Remember that school in the works a couple of years ago in New Orleans, where the goal was to take some of the best elements of private progressive and structured charter schools and make a diverse environment?
Its founder, Josh Denson, spoke at the time about how frustrated he was with the dominant (90/90/90) charter school model, and yet “In schools where it’s all about learning, discovery, and projects and teamwork, there seems to me to be an absence of or a reluctance to have any kind of accountability.”
Well, the school, Bricolage, opened this year. It's goals are to "launch a new kind of school - one that advances educational equity and creates innovators who change the world." I wrote about it in my November 2012 Education Next piece, Diverse Charter Schools.
Meantime, the USDE has apparently pressured another set of folks trying to explore the diverse charter schools idea against setting up a lottery preference based on ELL status.
As reported in GothamSchools (Facing federal funding freeze, Success to nix lottery preference), the Success network has been told to give up its ELL priority or lose charter school startup funding.
Other diverse charters, including Brooklyn Prospect and Community Roots, might not face such pressures since they're not replicating startups, but it's still a bad signal to send to schools trying to do something interesting and potentially very powerful (ie, find a sweet spot between charters and district schools).
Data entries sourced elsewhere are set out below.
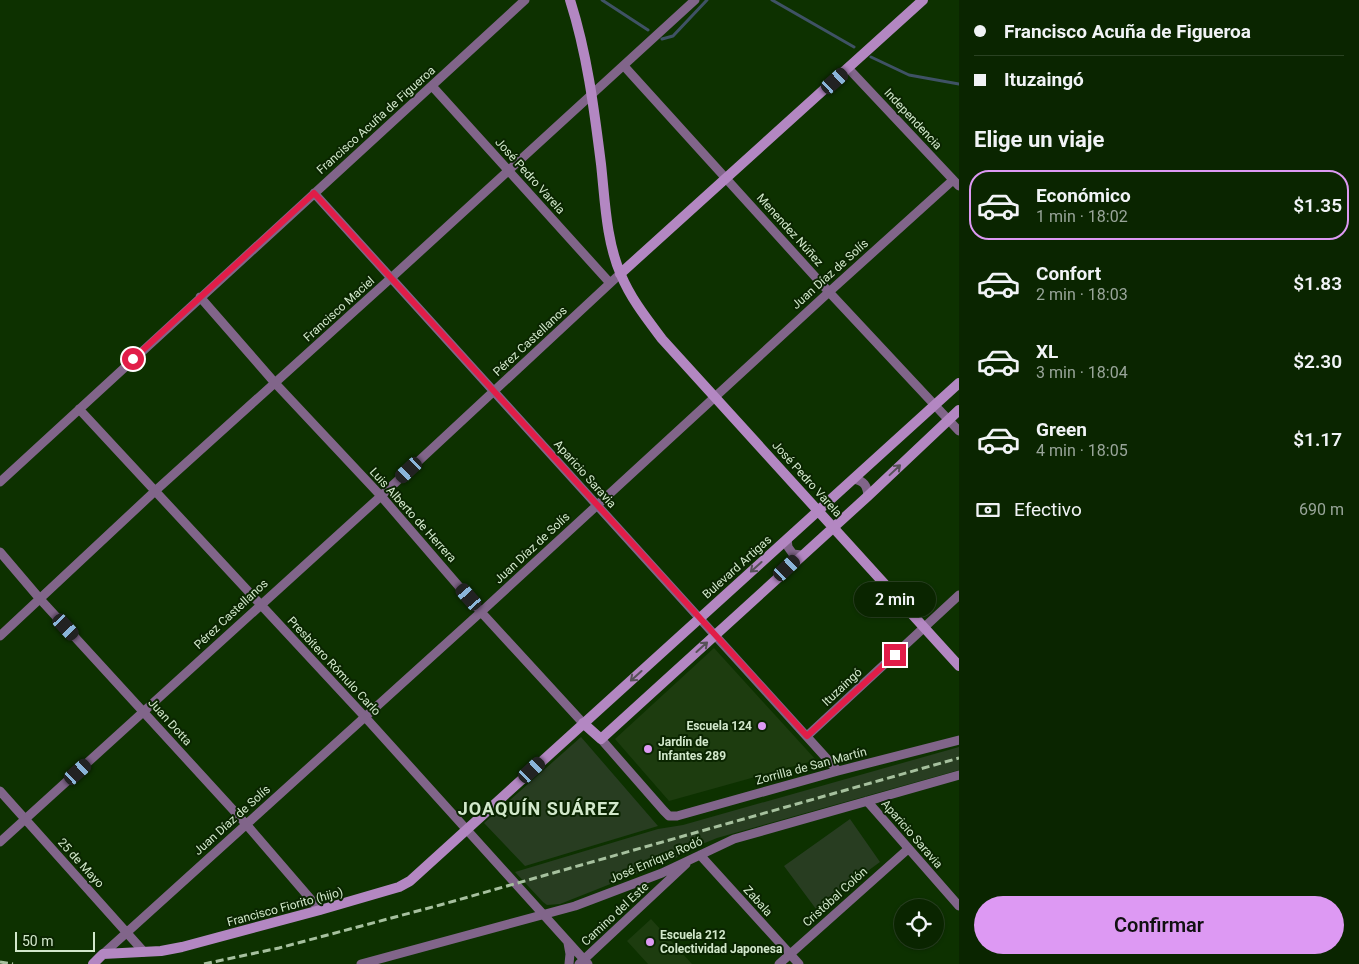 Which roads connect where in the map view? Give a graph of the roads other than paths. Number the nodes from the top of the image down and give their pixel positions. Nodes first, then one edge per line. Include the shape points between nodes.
1 (525, 0) edge
2 (570, 0) edge
3 (695, 0) edge
4 (923, 0) edge
5 (624, 66) junction
6 (848, 68) junction
7 (432, 86) junction
8 (592, 95) junction
9 (509, 171) junction
10 (726, 178) junction
11 (956, 183) edge
12 (314, 193) junction
13 (620, 274) junction
14 (391, 278) junction
15 (610, 283) junction
16 (829, 292) junction
17 (200, 297) junction
18 (959, 383) edge
19 (275, 384) junction
20 (494, 392) junction
21 (715, 397) junction
22 (934, 406) junction
23 (79, 409) junction
24 (959, 410) edge
25 (948, 420) junction
26 (959, 431) edge
27 (854, 480) junction
28 (0, 482) edge
29 (154, 492) junction
30 (381, 496) junction
31 (868, 496) junction
32 (597, 506) junction
33 (818, 511) junction
34 (833, 526) junction
35 (787, 539) junction
36 (0, 552) edge
37 (801, 555) junction
38 (959, 595) edge
39 (40, 599) junction
40 (259, 605) junction
41 (482, 612) junction
42 (700, 617) junction
43 (924, 628) junction
44 (716, 634) junction
45 (0, 636) edge
46 (959, 666) edge
47 (144, 712) junction
48 (365, 717) junction
49 (583, 723) junction
50 (807, 736) junction
51 (601, 739) junction
52 (959, 740) edge
53 (838, 771) junction
54 (959, 775) edge
55 (0, 791) edge
56 (867, 801) junction
57 (669, 816) joint
58 (26, 820) junction
59 (246, 824) junction
60 (466, 831) junction
61 (0, 842) edge
62 (908, 849) junction
63 (700, 855) junction
64 (690, 860) junction
65 (959, 906) edge
66 (320, 910) junction
67 (545, 915) junction
68 (127, 934) junction
69 (568, 943) junction
70 (144, 952) junction
71 (103, 954) junction
72 (790, 954) junction
73 (395, 960) edge
74 (584, 963) edge
75 (93, 964) edge
76 (361, 964) edge
77 (569, 964) edge
78 (779, 964) edge
79 (799, 964) edge

1 - 7 street, Francisco Acuña de Figueroa
2 - 8 street, José Pedro Varela via 580,32
3 - 5 street, Francisco Maciel
4 - 6 street, Pérez Castellanos
5 - 8 street, Francisco Maciel
5 - 10 street, Menendez Núñez
6 - 10 street, Pérez Castellanos
6 - 11 street, Independencia
7 - 9 street, José Pedro Varela
7 - 12 street, Francisco Acuña de Figueroa
8 - 9 street, Francisco Maciel
8 - 13 street, José Pedro Varela via 607,218
9 - 14 street, Francisco Maciel
9 - 15 street, José Pedro Varela
10 - 13 street, Pérez Castellanos
10 - 16 street, Menendez Núñez
11 - 16 street, Juan Díaz de Solís
12 - 14 street, Aparicio Saravia
12 - 17 street, Francisco Acuña de Figueroa
13 - 15 street, Pérez Castellanos
13 - 21 street, José Pedro Varela via 638,307 662,339
14 - 19 street, Francisco Maciel
14 - 20 street, Aparicio Saravia
15 - 20 street, Pérez Castellanos
16 - 21 street, Juan Díaz de Solís
16 - 22 street, Menendez Núñez
17 - 19 street, Luis Alberto de Herrera
17 - 23 street, Francisco Acuña de Figueroa
18 - 22 street, Bulevard Artigas
19 - 29 street, Francisco Maciel
19 - 30 street, Luis Alberto de Herrera
20 - 30 street, Pérez Castellanos
20 - 32 street, Aparicio Saravia
21 - 32 street, Juan Díaz de Solís
21 - 33 street, José Pedro Varela
22 - 25 street, Menendez Núñez
22 - 27 street, Bulevard Artigas
23 - 28 street, Francisco Acuña de Figueroa
23 - 29 street, Presbítero Rómulo Carlo
24 - 25 street
25 - 26 street, Menendez Núñez
31 -> 25 street
27 - 31 street via 862,481
27 - 33 street, Bulevard Artigas
29 - 39 street, Francisco Maciel
29 - 40 street, Presbítero Rómulo Carlo
30 - 40 street, Pérez Castellanos
30 - 41 street, Luis Alberto de Herrera
31 - 34 street
32 - 41 street, Juan Díaz de Solís
32 - 42 street, Aparicio Saravia
33 - 34 street, José Pedro Varela
33 - 35 street, Bulevard Artigas
34 - 37 street
34 - 43 street, José Pedro Varela
35 - 37 street via 793,554
35 -> 42 street, Bulevard Artigas
36 - 39 street, Juan Dotta
37 - 44 street
38 - 43 street, Ituzaingó
39 - 45 street, Francisco Maciel
39 - 47 street, Juan Dotta
40 - 47 street, Pérez Castellanos
40 - 48 street, Presbítero Rómulo Carlo
41 - 48 street, Juan Díaz de Solís
41 - 49 street, Luis Alberto de Herrera
42 - 44 street, Aparicio Saravia
42 -> 49 street, Bulevard Artigas
43 - 46 street, José Pedro Varela
43 - 50 street, Ituzaingó
44 - 50 street, Aparicio Saravia
51 -> 44 street
47 - 58 street, Pérez Castellanos
47 - 59 street, Juan Dotta
48 - 59 street, Juan Díaz de Solís
48 - 60 street, Presbítero Rómulo Carlo
49 - 51 street, Luis Alberto de Herrera
49 - 60 street, Bulevard Artigas
50 - 53 street, Aparicio Saravia
51 - 57 street, Luis Alberto de Herrera
52 - 53 street, Zorrilla de San Martín
53 - 57 street, Zorrilla de San Martín
54 - 56 street, José Enrique Rodó
55 - 58 street, 25 de Mayo
56 - 62 street, Aparicio Saravia
56 - 63 street, José Enrique Rodó via 734,839
58 - 61 street, Pérez Castellanos
58 - 68 street, 25 de Mayo
59 - 66 street, Juan Dotta
59 - 68 street, Juan Díaz de Solís
60 - 66 street, Francisco Fiorito (hijo) via 399,887
60 - 67 street, Presbítero Rómulo Carlo
62 - 65 street, Aparicio Saravia
62 - 72 street, Cristóbal Colón
63 - 64 street, José Enrique Rodó
63 - 72 street, Zabala
64 - 67 street, José Enrique Rodó via 618,890
64 - 74 street, Camino del Este
66 - 70 street, Francisco Fiorito (hijo) via 182,947
67 - 69 street, Presbítero Rómulo Carlo
67 - 73 street, José Enrique Rodó
68 - 70 street, 25 de Mayo
68 - 71 street, Juan Díaz de Solís
69 - 74 street, Presbítero Rómulo Carlo
69 - 77 street
70 - 71 street, Francisco Fiorito (hijo)
71 - 75 street
72 - 78 street, Cristóbal Colón
72 - 79 street, Zabala
73 - 76 street, José Enrique Rodó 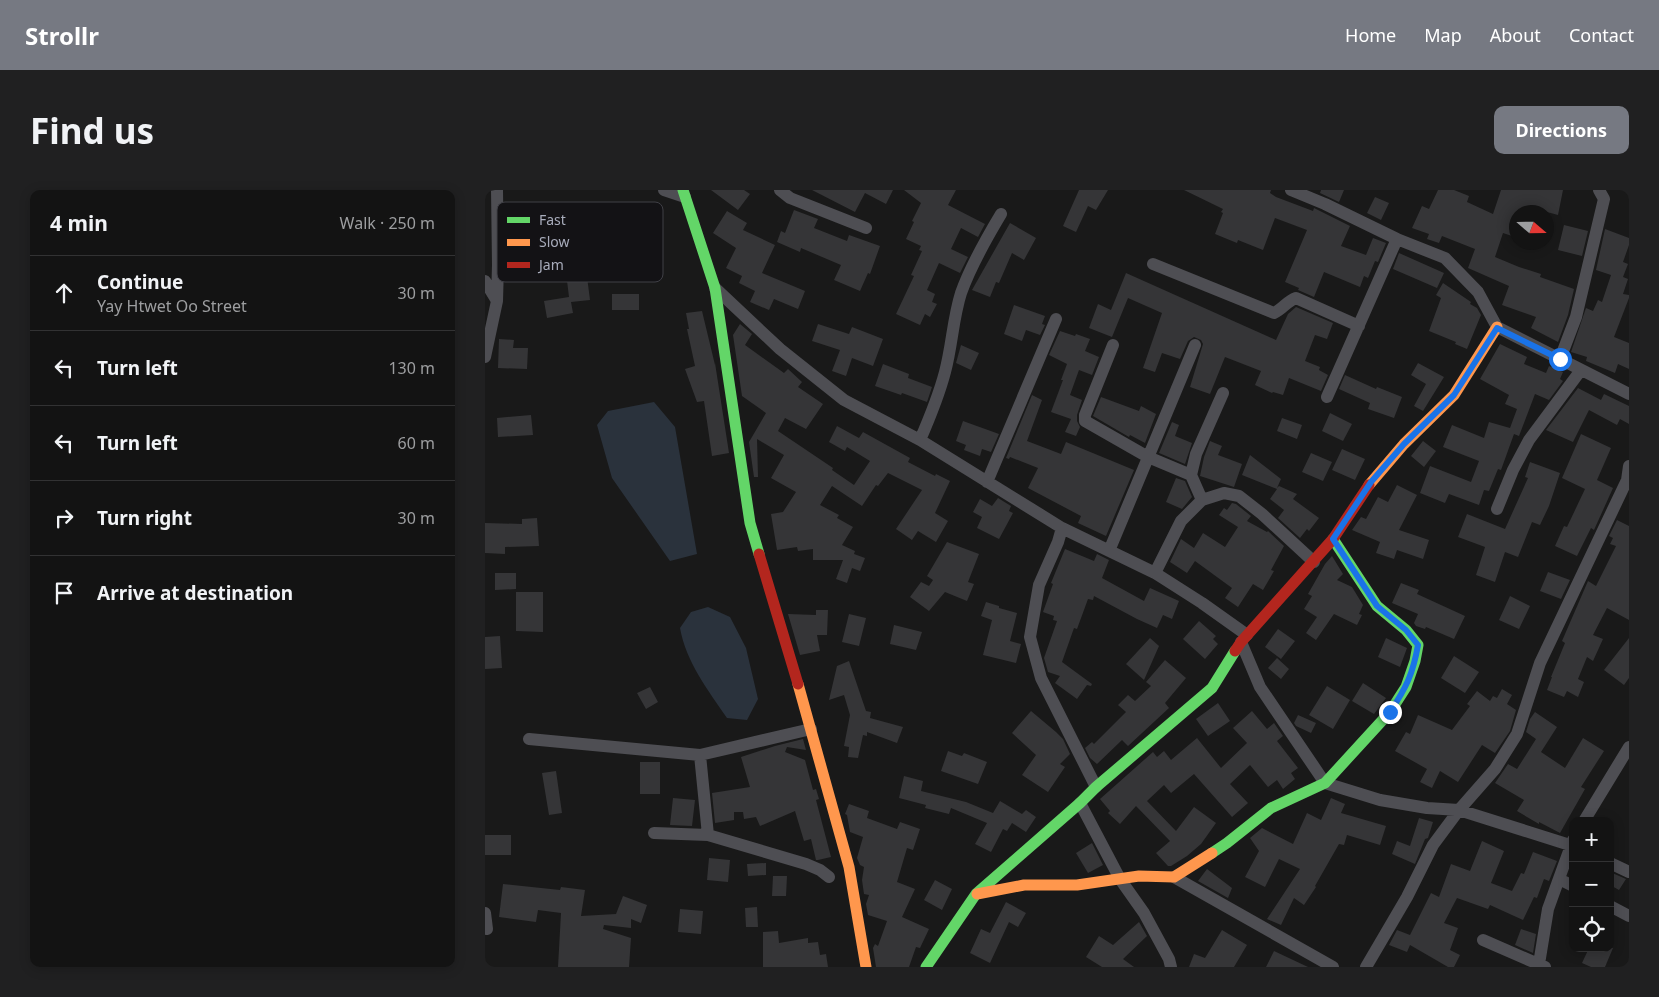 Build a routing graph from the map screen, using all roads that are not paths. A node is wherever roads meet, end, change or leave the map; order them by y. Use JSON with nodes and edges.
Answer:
{"nodes":[{"id":1,"x":664,"y":190,"type":"edge"},
{"id":2,"x":780,"y":190,"type":"edge"},
{"id":3,"x":1291,"y":190,"type":"edge"},
{"id":4,"x":1599,"y":190,"type":"edge"},
{"id":5,"x":684,"y":193,"type":"edge"},
{"id":6,"x":1001,"y":214,"type":"dead end"},
{"id":7,"x":866,"y":228,"type":"dead end"},
{"id":8,"x":1397,"y":239,"type":"junction"},
{"id":9,"x":1153,"y":264,"type":"dead end"},
{"id":10,"x":485,"y":281,"type":"edge"},
{"id":11,"x":498,"y":282,"type":"edge"},
{"id":12,"x":715,"y":288,"type":"junction"},
{"id":13,"x":497,"y":301,"type":"junction"},
{"id":14,"x":1056,"y":319,"type":"dead end"},
{"id":15,"x":1359,"y":326,"type":"junction"},
{"id":16,"x":1497,"y":328,"type":"junction"},
{"id":17,"x":1195,"y":345,"type":"dead end"},
{"id":18,"x":1113,"y":346,"type":"dead end"},
{"id":19,"x":485,"y":357,"type":"edge"},
{"id":20,"x":1560,"y":359,"type":"junction"},
{"id":21,"x":1581,"y":370,"type":"junction"},
{"id":22,"x":1223,"y":393,"type":"dead end"},
{"id":23,"x":1629,"y":394,"type":"edge"},
{"id":24,"x":1327,"y":397,"type":"dead end"},
{"id":25,"x":920,"y":440,"type":"junction"},
{"id":26,"x":1148,"y":456,"type":"junction"},
{"id":27,"x":1629,"y":466,"type":"edge"},
{"id":28,"x":1191,"y":475,"type":"junction"},
{"id":29,"x":987,"y":482,"type":"junction"},
{"id":30,"x":1202,"y":500,"type":"junction"},
{"id":31,"x":1497,"y":508,"type":"dead end"},
{"id":32,"x":1062,"y":528,"type":"junction"},
{"id":33,"x":1333,"y":539,"type":"junction"},
{"id":34,"x":1109,"y":551,"type":"junction"},
{"id":35,"x":1314,"y":562,"type":"junction"},
{"id":36,"x":1155,"y":573,"type":"junction"},
{"id":37,"x":1244,"y":639,"type":"junction"},
{"id":38,"x":811,"y":729,"type":"junction"},
{"id":39,"x":529,"y":739,"type":"dead end"},
{"id":40,"x":1629,"y":747,"type":"edge"},
{"id":41,"x":699,"y":755,"type":"junction"},
{"id":42,"x":1325,"y":783,"type":"junction"},
{"id":43,"x":1096,"y":788,"type":"junction"},
{"id":44,"x":1081,"y":803,"type":"junction"},
{"id":45,"x":1459,"y":810,"type":"junction"},
{"id":46,"x":1586,"y":817,"type":"edge"},
{"id":47,"x":654,"y":833,"type":"dead end"},
{"id":48,"x":708,"y":834,"type":"junction"},
{"id":49,"x":1569,"y":842,"type":"edge"},
{"id":50,"x":1569,"y":851,"type":"edge"},
{"id":51,"x":1614,"y":865,"type":"edge"},
{"id":52,"x":1629,"y":872,"type":"edge"},
{"id":53,"x":1174,"y":876,"type":"junction"},
{"id":54,"x":829,"y":877,"type":"dead end"},
{"id":55,"x":1120,"y":879,"type":"junction"},
{"id":56,"x":1559,"y":879,"type":"junction"},
{"id":57,"x":1569,"y":884,"type":"edge"},
{"id":58,"x":976,"y":894,"type":"junction"},
{"id":59,"x":1612,"y":907,"type":"edge"},
{"id":60,"x":485,"y":913,"type":"edge"},
{"id":61,"x":1629,"y":916,"type":"edge"},
{"id":62,"x":487,"y":929,"type":"dead end"},
{"id":63,"x":1483,"y":940,"type":"dead end"},
{"id":64,"x":1542,"y":966,"type":"edge"},
{"id":65,"x":866,"y":967,"type":"edge"},
{"id":66,"x":926,"y":967,"type":"edge"},
{"id":67,"x":1171,"y":967,"type":"edge"},
{"id":68,"x":1333,"y":967,"type":"edge"},
{"id":69,"x":1365,"y":967,"type":"edge"}],
"edges":[{"from":1,"to":5,"type":"street"},
{"from":2,"to":7,"type":"street"},
{"from":3,"to":8,"type":"street"},
{"from":4,"to":20,"type":"street"},
{"from":5,"to":12,"type":"street"},
{"from":6,"to":25,"type":"street"},
{"from":8,"to":15,"type":"street"},
{"from":8,"to":16,"type":"street"},
{"from":9,"to":15,"type":"street"},
{"from":10,"to":13,"type":"street"},
{"from":11,"to":13,"type":"street"},
{"from":12,"to":25,"type":"street"},
{"from":12,"to":38,"type":"street"},
{"from":13,"to":19,"type":"street"},
{"from":14,"to":29,"type":"street"},
{"from":15,"to":24,"type":"street"},
{"from":16,"to":20,"type":"street"},
{"from":16,"to":33,"type":"street"},
{"from":17,"to":26,"type":"street"},
{"from":18,"to":26,"type":"street"},
{"from":20,"to":21,"type":"street"},
{"from":21,"to":23,"type":"street"},
{"from":21,"to":31,"type":"street"},
{"from":22,"to":28,"type":"street"},
{"from":25,"to":29,"type":"street"},
{"from":26,"to":28,"type":"street"},
{"from":26,"to":34,"type":"street"},
{"from":27,"to":45,"type":"street"},
{"from":28,"to":30,"type":"street"},
{"from":29,"to":32,"type":"street"},
{"from":30,"to":35,"type":"street"},
{"from":30,"to":36,"type":"street"},
{"from":32,"to":34,"type":"street"},
{"from":32,"to":43,"type":"street"},
{"from":33,"to":35,"type":"street"},
{"from":33,"to":42,"type":"street"},
{"from":34,"to":36,"type":"street"},
{"from":35,"to":37,"type":"street"},
{"from":36,"to":37,"type":"street"},
{"from":37,"to":42,"type":"street"},
{"from":37,"to":43,"type":"street"},
{"from":38,"to":41,"type":"street"},
{"from":38,"to":65,"type":"street"},
{"from":39,"to":41,"type":"street"},
{"from":40,"to":46,"type":"street"},
{"from":41,"to":48,"type":"street"},
{"from":42,"to":45,"type":"street"},
{"from":42,"to":53,"type":"street"},
{"from":43,"to":44,"type":"street"},
{"from":44,"to":55,"type":"street"},
{"from":44,"to":58,"type":"street"},
{"from":45,"to":49,"type":"street"},
{"from":45,"to":69,"type":"street"},
{"from":47,"to":48,"type":"street"},
{"from":48,"to":54,"type":"street"},
{"from":50,"to":56,"type":"street"},
{"from":51,"to":52,"type":"street"},
{"from":53,"to":55,"type":"street"},
{"from":53,"to":68,"type":"street"},
{"from":55,"to":58,"type":"street"},
{"from":55,"to":67,"type":"street"},
{"from":56,"to":57,"type":"street"},
{"from":56,"to":64,"type":"street"},
{"from":58,"to":66,"type":"street"},
{"from":59,"to":61,"type":"street"},
{"from":60,"to":62,"type":"street"},
{"from":63,"to":64,"type":"street"}]}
Brooklyn Prospect has now grown into the high school years, as originally envisioned, and also is opening an elementary school starting with kindergarten this year.
According to the GothamSchools article, other charters with preferences for single-parent kids, autistic kids, and other priorities could soon be affected. Ironically, the USDE ruling on the lottery issue will indirectly encourage/allow charters to serve larger percentages of white/affluent families.
I'm checking around to see if other schools in NY or other states are being affected.
So far, at least, Bricolage hasn't needed a weighted lottery. The first class's demographics are roughly 45 percent free lunch, slightly lower than the application and lottery yields.